WHAT IS EXPECTED:
Return every line in the entries below where the word "dead" shows up.

(Records contained in a dataset)

##########

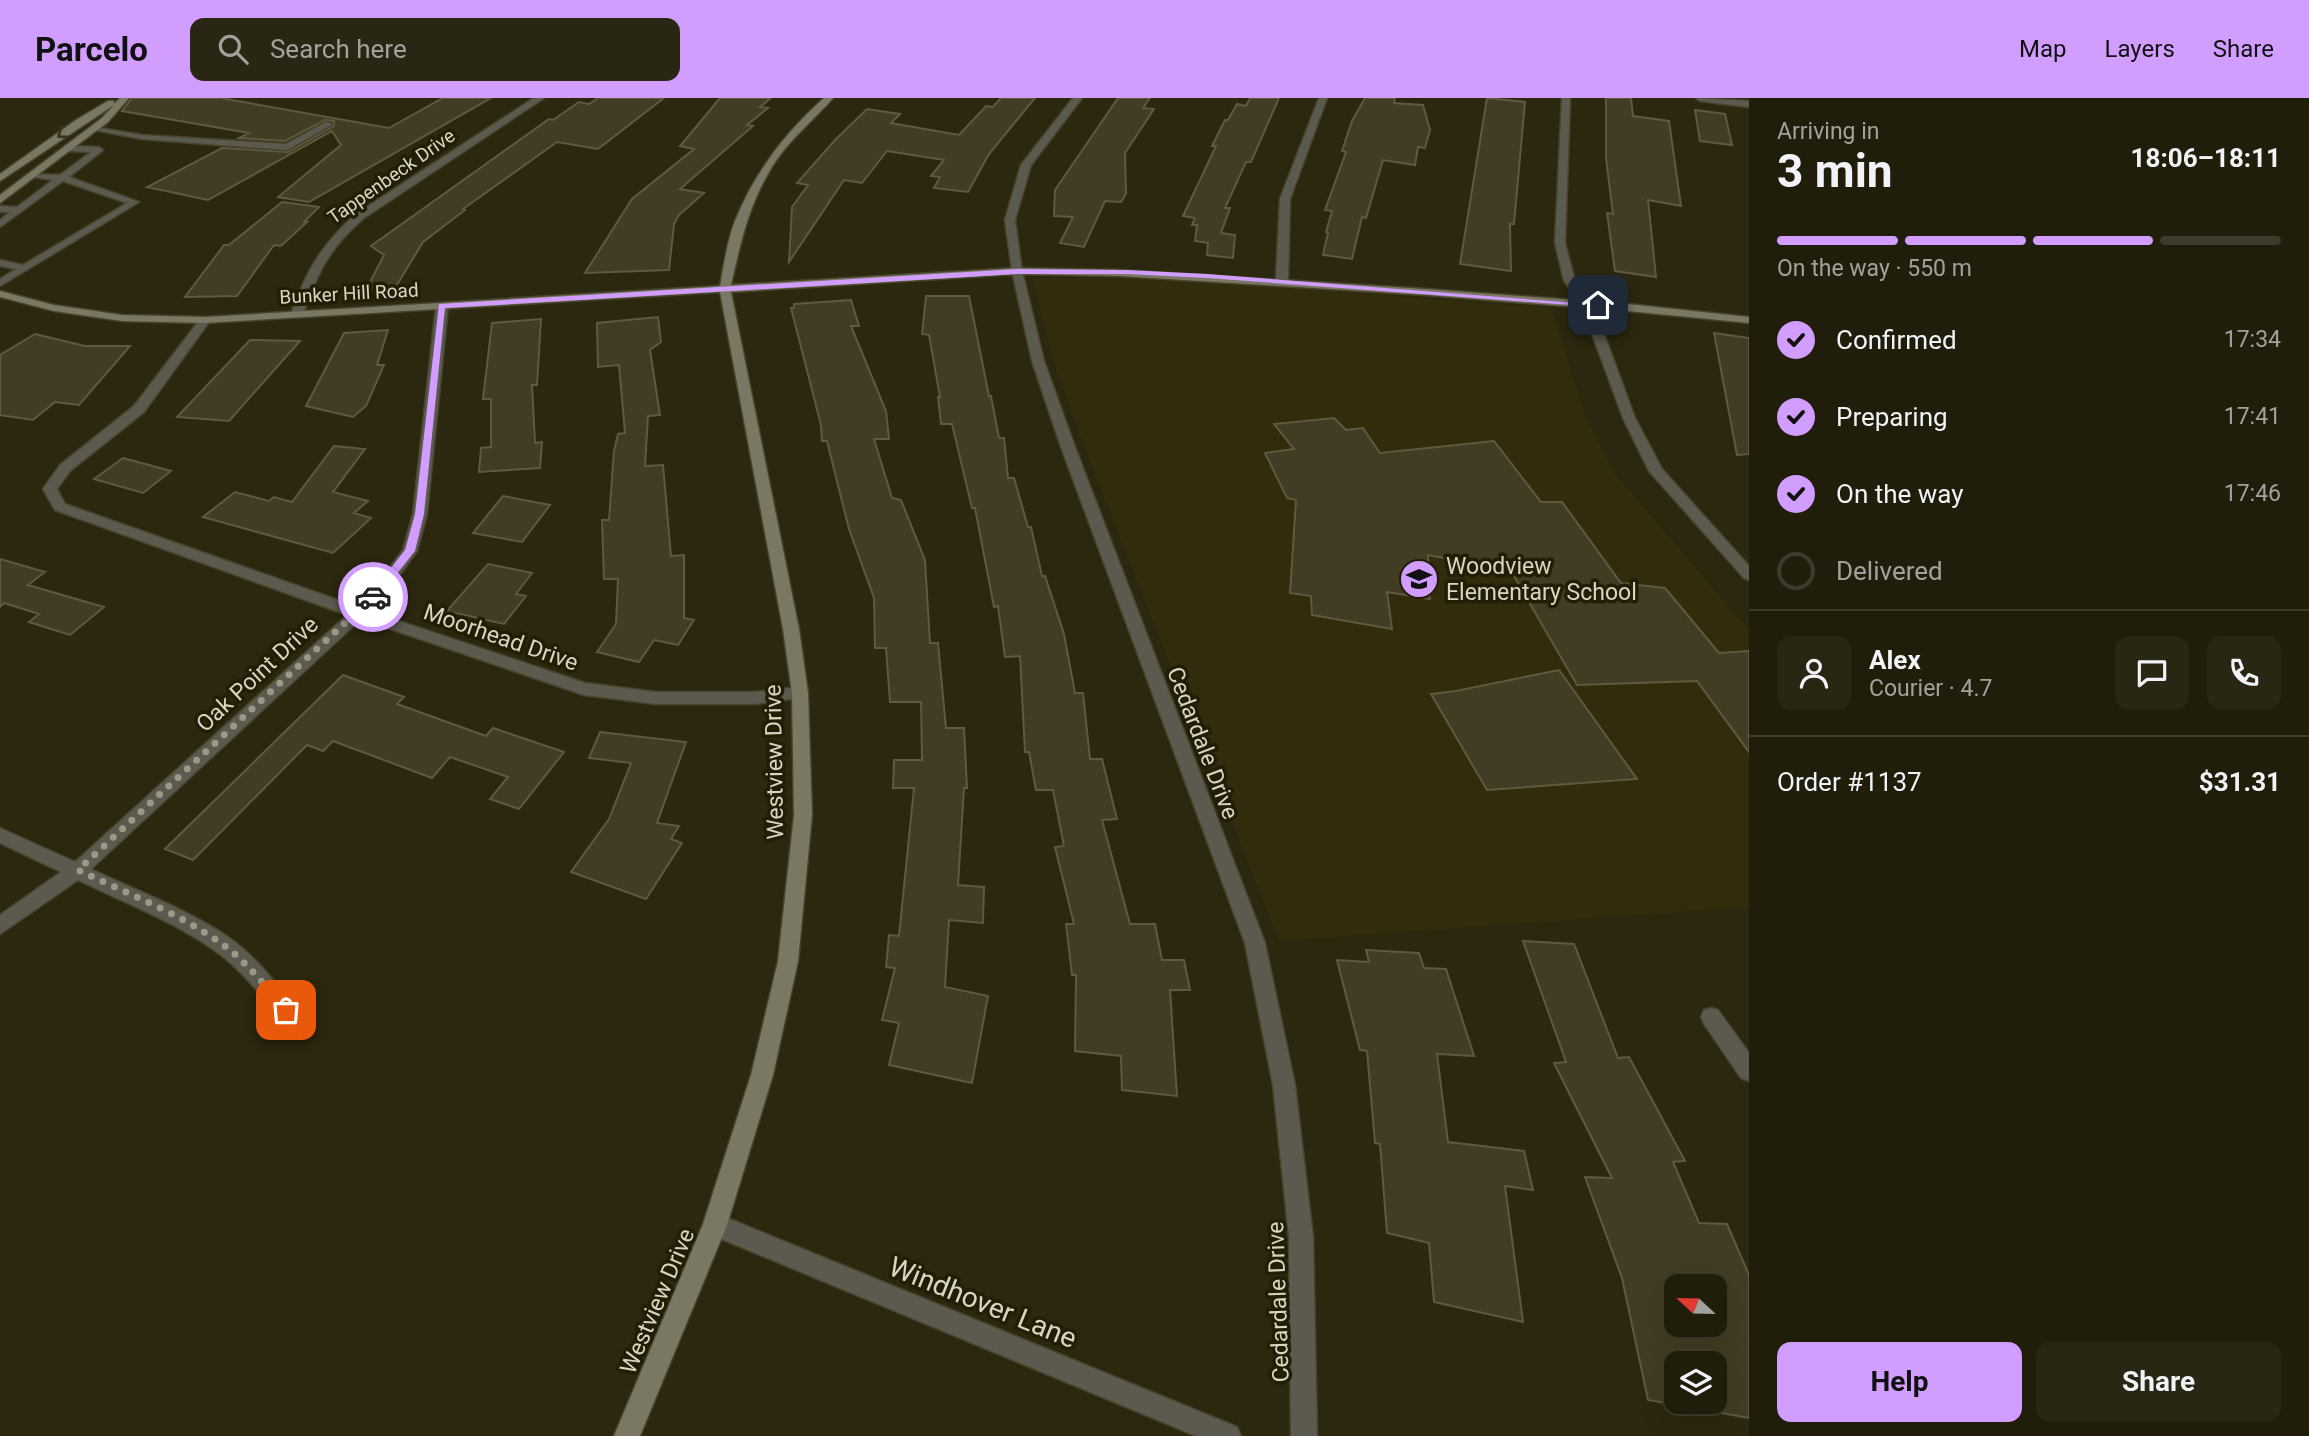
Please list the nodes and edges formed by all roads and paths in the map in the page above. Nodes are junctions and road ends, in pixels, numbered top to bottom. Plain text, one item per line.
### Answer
1 (123, 98) edge
2 (540, 98) edge
3 (829, 98) edge
4 (1078, 98) edge
5 (1323, 98) edge
6 (1566, 98) edge
7 (1700, 98) edge
8 (1749, 104) edge
9 (329, 124) dead end
10 (93, 129) junction
11 (68, 148) junction
12 (31, 176) junction
13 (0, 178) edge
14 (63, 178) junction
15 (0, 200) edge
16 (0, 209) edge
17 (19, 210) junction
18 (0, 224) edge
19 (0, 263) edge
20 (23, 268) junction
21 (1017, 271) junction
22 (1282, 281) junction
23 (0, 283) edge
24 (726, 288) junction
25 (0, 294) edge
26 (1587, 304) junction
27 (442, 306) junction
28 (297, 314) junction
29 (205, 320) junction
30 (1749, 320) edge
31 (1749, 575) edge
32 (358, 613) junction
33 (800, 693) junction
34 (0, 835) edge
35 (78, 870) junction
36 (0, 926) edge
37 (286, 1010) dead end
38 (1711, 1017) dead end
39 (1749, 1071) edge
40 (715, 1226) junction
41 (627, 1436) edge
42 (1228, 1436) edge
43 (1304, 1436) edge

1 - 10 main road
1 -> 13 main road
2 - 28 street, Tappenbeck Drive
3 - 24 main road, Westview Drive
4 - 21 street, Cedardale Drive
5 - 22 street
6 - 26 street
7 - 8 street
9 - 10 lane
10 - 11 main road
11 - 12 main road
11 - 14 lane
12 - 14 lane
12 - 15 main road
14 - 17 lane
14 - 20 lane
16 - 17 lane
17 - 18 lane
19 - 20 lane
20 - 23 lane
21 - 22 main road, Bunker Hill Road
21 - 24 main road, Bunker Hill Road
21 - 43 street, Cedardale Drive
22 - 26 main road, Bunker Hill Road
24 - 27 main road, Bunker Hill Road
24 - 33 main road, Westview Drive
25 - 29 main road, Bunker Hill Road
26 - 30 main road, Bunker Hill Road
26 - 31 street
27 - 28 main road, Bunker Hill Road
27 - 32 street, Oak Point Drive
28 - 29 main road, Bunker Hill Road
29 - 32 street, Moorhead Drive
32 - 33 street, Moorhead Drive
32 - 35 street, Oak Point Drive
33 - 40 main road, Westview Drive
34 - 35 street
35 - 36 street, Oak Point Drive
35 - 37 street
38 - 39 street
40 - 41 main road, Westview Drive
40 - 42 street, Windhover Lane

##########

RESPONSE AREA:
9 (329, 124) dead end
37 (286, 1010) dead end
38 (1711, 1017) dead end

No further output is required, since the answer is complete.